Filter the records below for the word "numbered". Copy each line that holds it.

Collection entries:
══════════════════════════════
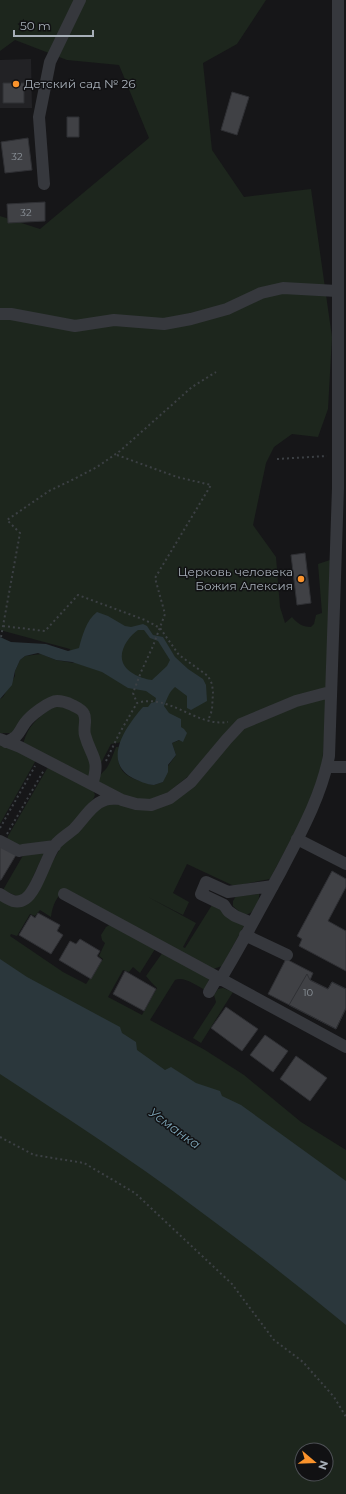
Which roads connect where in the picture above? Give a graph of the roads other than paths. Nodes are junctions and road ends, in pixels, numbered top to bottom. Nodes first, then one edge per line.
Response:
1 (80, 0) edge
2 (338, 0) edge
3 (44, 184) dead end
4 (337, 292) junction
5 (0, 314) edge
6 (342, 363) edge
7 (342, 422) edge
8 (330, 692) junction
9 (3, 740) edge
10 (327, 767) junction
11 (346, 767) edge
12 (94, 779) junction
13 (122, 800) junction
14 (298, 839) junction
15 (1, 841) edge
16 (55, 846) junction
17 (346, 864) edge
18 (273, 886) junction
19 (0, 894) edge
20 (64, 894) dead end
21 (252, 923) junction
22 (246, 935) junction
23 (287, 955) dead end
24 (219, 979) junction
25 (209, 992) dead end
26 (346, 1047) edge

1 - 3 street
2 - 4 street
4 - 5 street
4 - 6 street
6 - 7 street
7 - 8 street
8 - 10 street
8 - 13 street
9 - 12 street
9 - 12 street
10 - 11 street
10 - 14 street
12 - 13 street
13 - 16 street
14 - 17 street
14 - 18 street
15 - 16 street
16 - 19 street
18 - 21 street
18 - 21 street
20 - 24 street
21 - 22 street
22 - 23 street
22 - 24 street
24 - 25 street
24 - 26 street

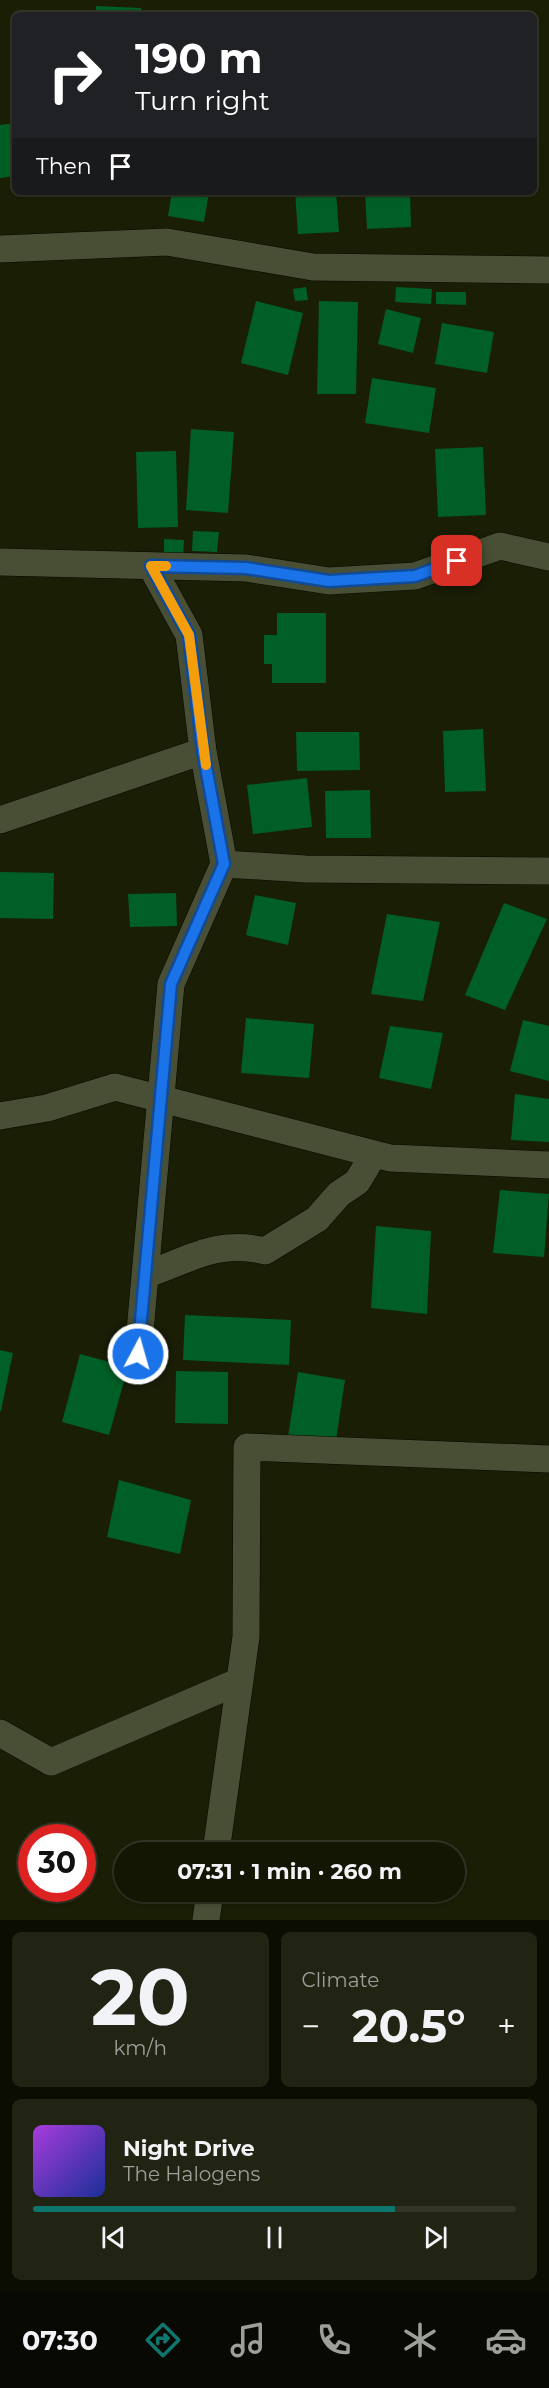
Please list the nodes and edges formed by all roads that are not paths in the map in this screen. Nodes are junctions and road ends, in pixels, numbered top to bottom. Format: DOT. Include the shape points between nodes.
graph roads {
  1 [pos="0,249"];
  2 [pos="549,270"];
  3 [pos="549,556"];
  4 [pos="0,562"];
  5 [pos="151,566"];
  6 [pos="203,751"];
  7 [pos="0,820"];
  8 [pos="224,864"];
  9 [pos="549,871"];
  10 [pos="162,1099"];
  11 [pos="0,1116"];
  12 [pos="374,1154"];
  13 [pos="549,1166"];
  14 [pos="146,1275"];
  15 [pos="138,1354"];
  16 [pos="549,1459"];
  17 [pos="240,1681"];
  18 [pos="0,1732"];
  19 [pos="217,1842"];
  20 [pos="209,1902"];
  21 [pos="206,1920"];
  1 -- 2 [label="street" via="167,242 313,267"];
  3 -- 5 [label="street" via="500,546 415,576 329,581 246,568"];
  4 -- 5 [label="street"];
  5 -- 6 [label="street" via="189,635"];
  6 -- 7 [label="street"];
  6 -- 8 [label="street"];
  8 -- 9 [label="street" via="306,869"];
  8 -- 10 [label="street" via="171,984"];
  10 -- 11 [label="street" via="115,1087 47,1108"];
  10 -- 12 [label="street"];
  10 -- 14 [label="street"];
  12 -- 13 [label="street"];
  12 -- 14 [label="street" via="357,1182 339,1194 317,1219 265,1251 247,1246 206,1250"];
  14 -- 15 [label="street"];
  16 -- 17 [label="street" via="247,1447 246,1637"];
  17 -- 18 [label="street" via="51,1762"];
  17 -- 19 [label="street"];
  20 -- 21 [label="street"];
}
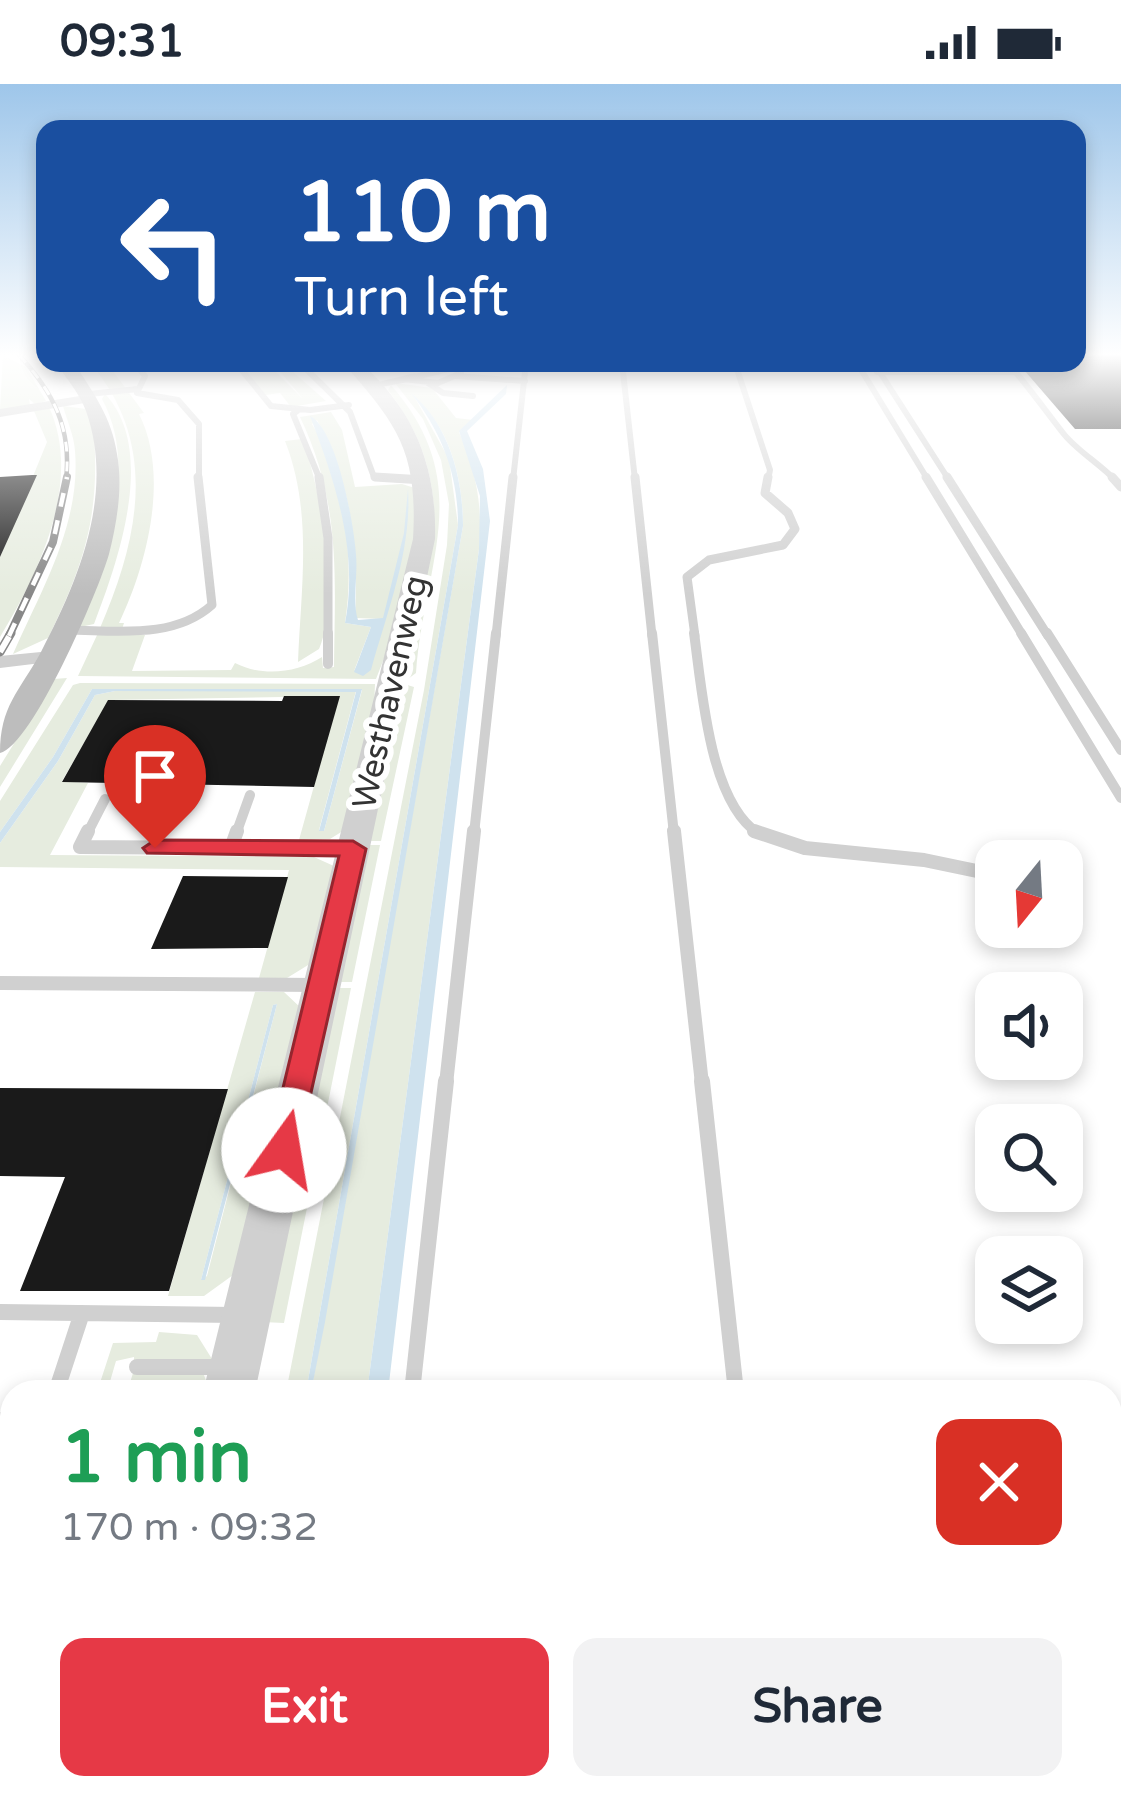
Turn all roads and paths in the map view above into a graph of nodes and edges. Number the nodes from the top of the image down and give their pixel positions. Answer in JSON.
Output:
{"nodes":[{"id":1,"x":105,"y":435,"type":"edge"},
{"id":2,"x":198,"y":435,"type":"edge"},
{"id":3,"x":305,"y":435,"type":"edge"},
{"id":4,"x":363,"y":435,"type":"edge"},
{"id":5,"x":411,"y":435,"type":"edge"},
{"id":6,"x":518,"y":435,"type":"edge"},
{"id":7,"x":630,"y":435,"type":"edge"},
{"id":8,"x":759,"y":435,"type":"edge"},
{"id":9,"x":901,"y":435,"type":"edge"},
{"id":10,"x":920,"y":435,"type":"edge"},
{"id":11,"x":1064,"y":435,"type":"edge"},
{"id":12,"x":424,"y":480,"type":"junction"},
{"id":13,"x":1121,"y":487,"type":"edge"},
{"id":14,"x":66,"y":630,"type":"junction"},
{"id":15,"x":48,"y":663,"type":"junction"},
{"id":16,"x":328,"y":664,"type":"dead end"},
{"id":17,"x":0,"y":666,"type":"edge"},
{"id":18,"x":0,"y":744,"type":"edge"},
{"id":19,"x":1121,"y":750,"type":"edge"},
{"id":20,"x":250,"y":795,"type":"dead end"},
{"id":21,"x":1121,"y":798,"type":"edge"},
{"id":22,"x":105,"y":799,"type":"dead end"},
{"id":23,"x":231,"y":848,"type":"junction"},
{"id":24,"x":353,"y":849,"type":"junction"},
{"id":25,"x":975,"y":871,"type":"edge"},
{"id":26,"x":0,"y":983,"type":"edge"},
{"id":27,"x":322,"y":985,"type":"junction"},
{"id":28,"x":0,"y":1312,"type":"edge"},
{"id":29,"x":82,"y":1313,"type":"junction"},
{"id":30,"x":246,"y":1315,"type":"junction"},
{"id":31,"x":137,"y":1367,"type":"dead end"},
{"id":32,"x":60,"y":1380,"type":"edge"},
{"id":33,"x":231,"y":1380,"type":"edge"},
{"id":34,"x":413,"y":1380,"type":"edge"},
{"id":35,"x":735,"y":1380,"type":"edge"}],
"edges":[{"from":1,"to":14,"type":"main road"},
{"from":2,"to":14,"type":"lane"},
{"from":3,"to":16,"type":"lane"},
{"from":4,"to":12,"type":"lane"},
{"from":5,"to":12,"type":"street","name":"Westhavenweg"},
{"from":6,"to":34,"type":"lane"},
{"from":7,"to":35,"type":"lane"},
{"from":8,"to":25,"type":"lane"},
{"from":9,"to":21,"type":"lane"},
{"from":10,"to":19,"type":"lane"},
{"from":11,"to":13,"type":"lane"},
{"from":12,"to":24,"type":"street","name":"Westhavenweg"},
{"from":14,"to":15,"type":"main road"},
{"from":15,"to":17,"type":"street"},
{"from":15,"to":18,"type":"main road"},
{"from":20,"to":23,"type":"lane"},
{"from":22,"to":23,"type":"lane"},
{"from":23,"to":24,"type":"lane"},
{"from":24,"to":27,"type":"street","name":"Westhavenweg"},
{"from":26,"to":27,"type":"lane"},
{"from":27,"to":30,"type":"street","name":"Westhavenweg"},
{"from":28,"to":29,"type":"lane"},
{"from":29,"to":30,"type":"lane"},
{"from":29,"to":32,"type":"lane"},
{"from":30,"to":33,"type":"street","name":"Westhavenweg"},
{"from":31,"to":33,"type":"lane"}]}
══════════════════════════════
### Exercise answer
Which roads connect where in the picture above? Give a graph of the roads other than paths. Nodes are junctions and road ends, in pixels, numbered top to bottom. Nodes first, then one edge per line.
Please list the nodes and edges formed by all roads that are not paths in the map in this screen. Nodes are junctions and road ends, in pixels, numbered top to bottom. Format: DOT. Include the shape points between nodes.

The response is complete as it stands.